**Saved entries**
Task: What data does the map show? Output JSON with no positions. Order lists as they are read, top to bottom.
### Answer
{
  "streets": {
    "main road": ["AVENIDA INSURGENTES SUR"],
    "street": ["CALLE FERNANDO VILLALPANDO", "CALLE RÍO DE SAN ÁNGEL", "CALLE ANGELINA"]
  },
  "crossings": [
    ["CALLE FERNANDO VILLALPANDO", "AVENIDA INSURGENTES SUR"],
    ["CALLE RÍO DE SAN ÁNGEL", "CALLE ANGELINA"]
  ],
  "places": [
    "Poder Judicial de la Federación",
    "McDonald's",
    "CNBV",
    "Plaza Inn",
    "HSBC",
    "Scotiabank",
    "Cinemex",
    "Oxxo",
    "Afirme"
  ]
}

**EXERCISE BRIEF**
The data above should be returned in full, exactly as written.

**EXERCISE OUTPUT**
Task: What data does the map show? Output JSON with no positions. Order lists as they are read, top to bottom.
### Answer
{
  "streets": {
    "main road": ["AVENIDA INSURGENTES SUR"],
    "street": ["CALLE FERNANDO VILLALPANDO", "CALLE RÍO DE SAN ÁNGEL", "CALLE ANGELINA"]
  },
  "crossings": [
    ["CALLE FERNANDO VILLALPANDO", "AVENIDA INSURGENTES SUR"],
    ["CALLE RÍO DE SAN ÁNGEL", "CALLE ANGELINA"]
  ],
  "places": [
    "Poder Judicial de la Federación",
    "McDonald's",
    "CNBV",
    "Plaza Inn",
    "HSBC",
    "Scotiabank",
    "Cinemex",
    "Oxxo",
    "Afirme"
  ]
}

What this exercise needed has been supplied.